In 2015, programmer Andrew Kelley suffered a breakup and, feeling depressed, decided to channel his frustration into creating a new programming language. This led to the birth of Zig.
Ten years later, Zig has formed a foundation, built an active Discord community and a growing GitHub ecosystem, and is widely regarded as a modern, safer, and more efficient replacement for C.
Why target C
Andrew’s experience developing a digital audio workstation exposed many pitfalls of C, such as unsafe integer conversions, manual memory allocation, lack of bounds checking, and a defensive, often hostile community that discourages newcomers.
Zig's key features
Zig provides safety checks for array bounds, null pointers, and integer overflow.
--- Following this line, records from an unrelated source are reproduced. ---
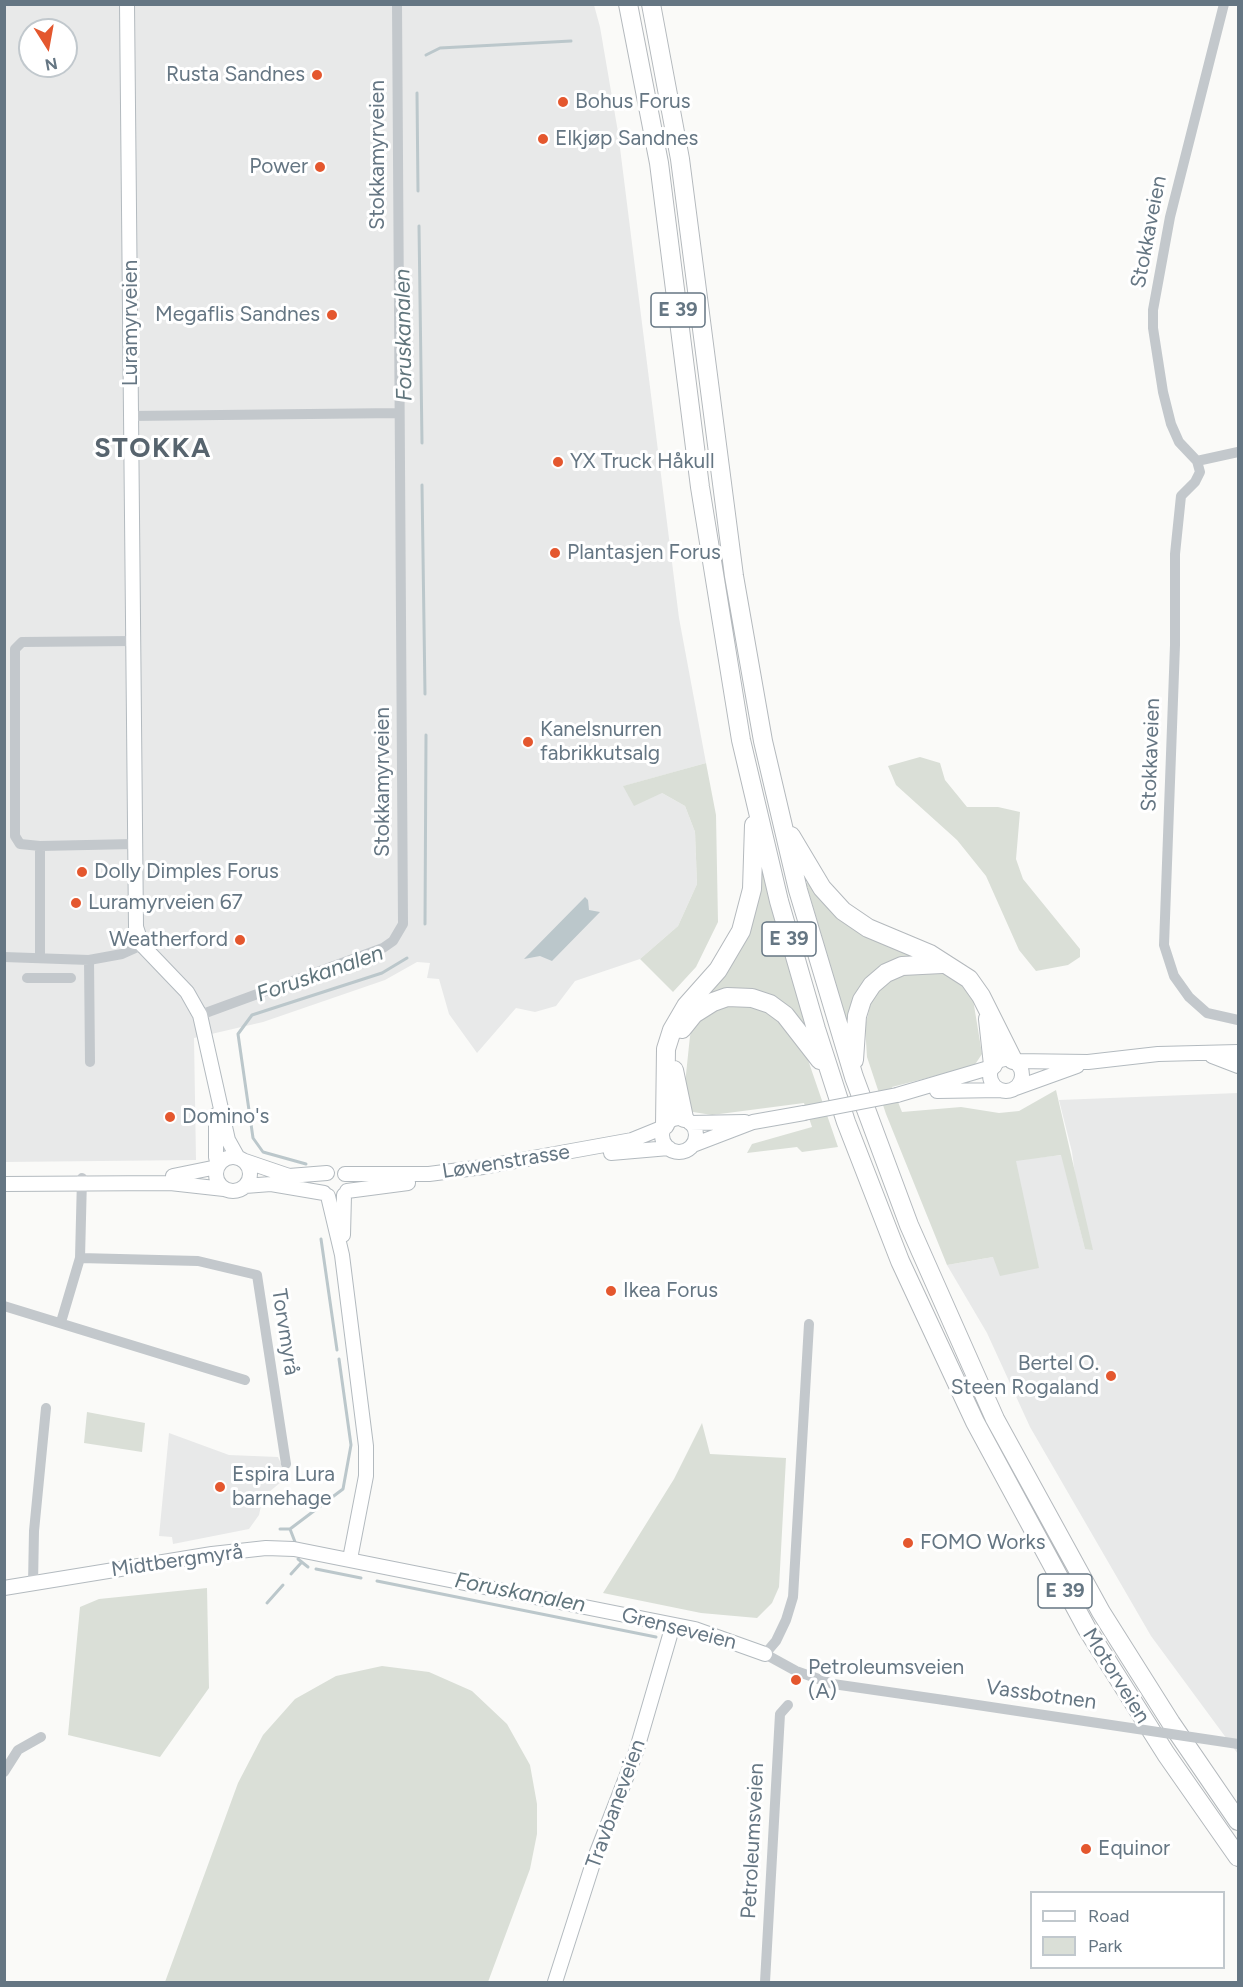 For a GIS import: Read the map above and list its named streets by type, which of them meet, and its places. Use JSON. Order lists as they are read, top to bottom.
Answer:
{
  "streets": {
    "highway": ["E 39", "Motorveien"],
    "street": [
      "Stokkamyrveien",
      "Stokkaveien",
      "Luramyrveien",
      "Løwenstrasse",
      "Torvmyrå",
      "Midtbergmyrå",
      "Grenseveien",
      "Vassbotnen",
      "Travbaneveien",
      "Petroleumsveien"
    ]
  },
  "crossings": [
    ["E 39", "Løwenstrasse"],
    ["E 39", "Motorveien"],
    ["Midtbergmyrå", "Grenseveien"],
    ["Grenseveien", "Vassbotnen"],
    ["Grenseveien", "Travbaneveien"]
  ],
  "districts": ["STOKKA"],
  "water": ["Foruskanalen"],
  "places": [
    "Rusta Sandnes",
    "Bohus Forus",
    "Elkjøp Sandnes",
    "Power",
    "Megaflis Sandnes",
    "YX Truck Håkull",
    "Plantasjen Forus",
    "Kanelsnurren fabrikkutsalg",
    "Dolly Dimples Forus",
    "Luramyrveien 67",
    "Weatherford",
    "Domino's",
    "Ikea Forus",
    "Bertel O. Steen Rogaland",
    "Espira Lura barnehage",
    "FOMO Works",
    "Petroleumsveien (A)",
    "Equinor"
  ],
  "legend": ["Road", "Park"],
  "north": "bottom"
} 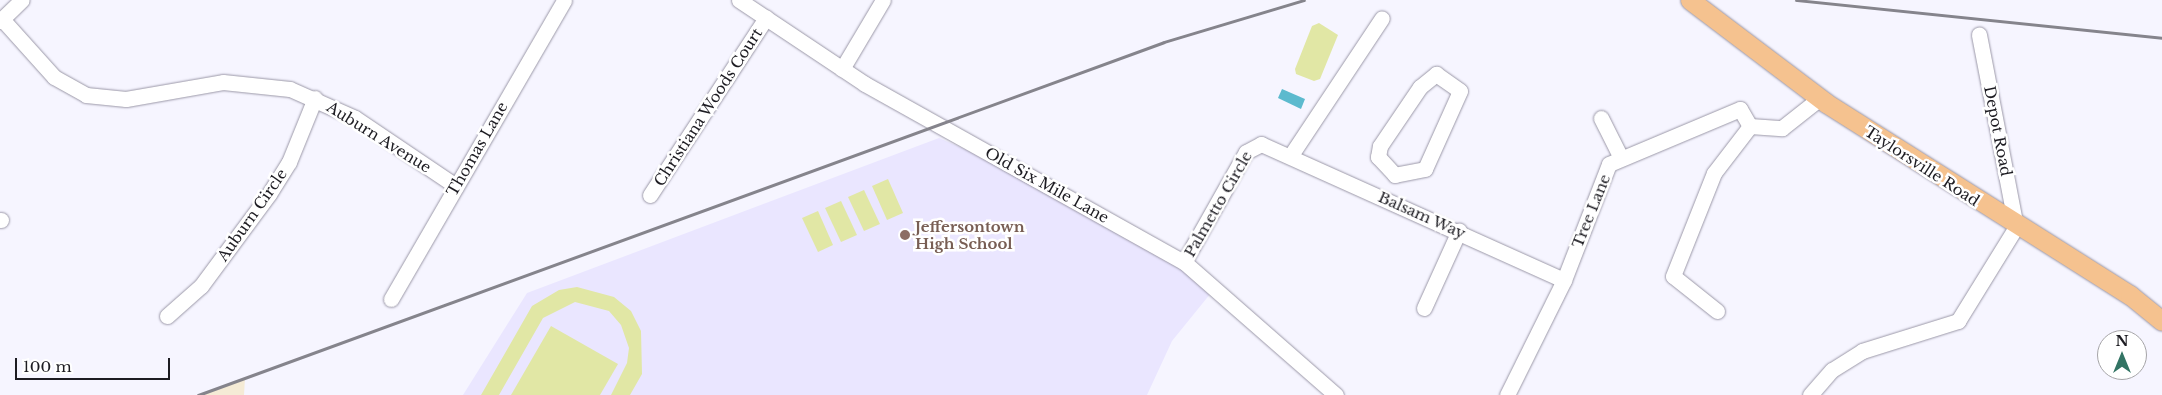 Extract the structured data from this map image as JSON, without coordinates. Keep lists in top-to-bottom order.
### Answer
{
  "streets": {
    "main road": ["Taylorsville Road"],
    "street": [
      "Christiana Woods Court",
      "Depot Road",
      "Auburn Avenue",
      "Thomas Lane",
      "Old Six Mile Lane",
      "Palmetto Circle",
      "Tree Lane",
      "Auburn Circle",
      "Balsam Way"
    ]
  },
  "crossings": [
    ["Christiana Woods Court", "Old Six Mile Lane"],
    ["Depot Road", "Taylorsville Road"],
    ["Auburn Avenue", "Thomas Lane"],
    ["Auburn Avenue", "Auburn Circle"],
    ["Old Six Mile Lane", "Palmetto Circle"],
    ["Palmetto Circle", "Balsam Way"],
    ["Tree Lane", "Balsam Way"]
  ],
  "places": ["Jeffersontown High School"],
  "scale_bar": "100 m",
  "north": "top"
}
Memory allocation is transparent and controllable.
There are no hidden control‑flow constructs.
Static linking reduces external dependencies and enables clean cross‑platform releases.
Code can be executed at compile time.
Compile‑time execution example
fn fib(n: u32) u32 {
return if (n < 2) n else fib(n - 1) + fib(n - 2);
}
var fib_10 = comptime fib(10);The comptime keyword causes the compiler to evaluate the function during compilation, so the resulting executable contains the constant value 55 for fib_10, with no runtime calls.
Community and funding
Andrew founded the non‑profit Zig Foundation, which receives roughly $400 k in annual donations. He draws a modest salary of $108 k, while the board allocates $159 k for the foundation’s operations.
After quitting his full‑time job and relying on Patreon donations, Andrew found that full‑time focus accelerated development, increased community trust, attracted more donations, and ultimately improved his financial situation.
Adoption by other projects
Bun – a JavaScript/TypeScript runtime and package manager.
TigerBeetle – a transactional database for financial applications.
Uber – infrastructure and toolchain components.
Although Zig is still far from supplanting C entirely, it has become a vibrant language with a growing ecosystem.
Beyond the technical achievements, Andrew’s story illustrates that open‑source development is as much a lifestyle and set of values as it is a technical endeavor.